### TASK ITEM
The response should consist of every line below, restated exactly, with no pictures.

### EXERCISE DATA

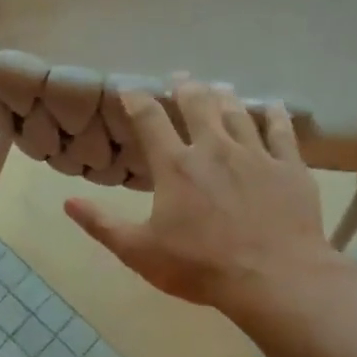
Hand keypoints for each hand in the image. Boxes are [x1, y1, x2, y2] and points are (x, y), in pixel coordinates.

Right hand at [63, 78, 356, 321]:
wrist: (274, 278)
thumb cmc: (200, 266)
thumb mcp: (139, 252)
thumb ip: (102, 225)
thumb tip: (68, 202)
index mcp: (175, 165)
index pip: (150, 120)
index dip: (137, 99)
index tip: (129, 88)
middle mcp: (214, 148)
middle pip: (198, 104)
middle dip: (185, 87)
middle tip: (179, 77)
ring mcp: (255, 154)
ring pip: (238, 112)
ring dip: (224, 96)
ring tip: (218, 87)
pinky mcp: (289, 167)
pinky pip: (281, 131)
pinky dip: (274, 115)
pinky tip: (272, 106)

### WRITTEN ANSWER
Hand keypoints for each hand in the image. Boxes are [x1, y1, x2, y2] and points are (x, y), in pixel coordinates.

Right hand at [63, 78, 356, 321]:
wrist: (274, 278)
thumb cmc: (200, 266)
thumb mcp: (139, 252)
thumb ip: (102, 225)
thumb tip: (68, 202)
index mcp: (175, 165)
index pip: (150, 120)
index dip: (137, 99)
index tip: (129, 88)
middle mcp: (214, 148)
middle pip: (198, 104)
middle dip: (185, 87)
middle tip: (179, 77)
ring mcp: (255, 154)
ring pip: (238, 112)
ring dip: (224, 96)
ring tip: (218, 87)
pinky mcp: (289, 167)
pinky pip: (281, 131)
pinky dip: (274, 115)
pinky tip: (272, 106)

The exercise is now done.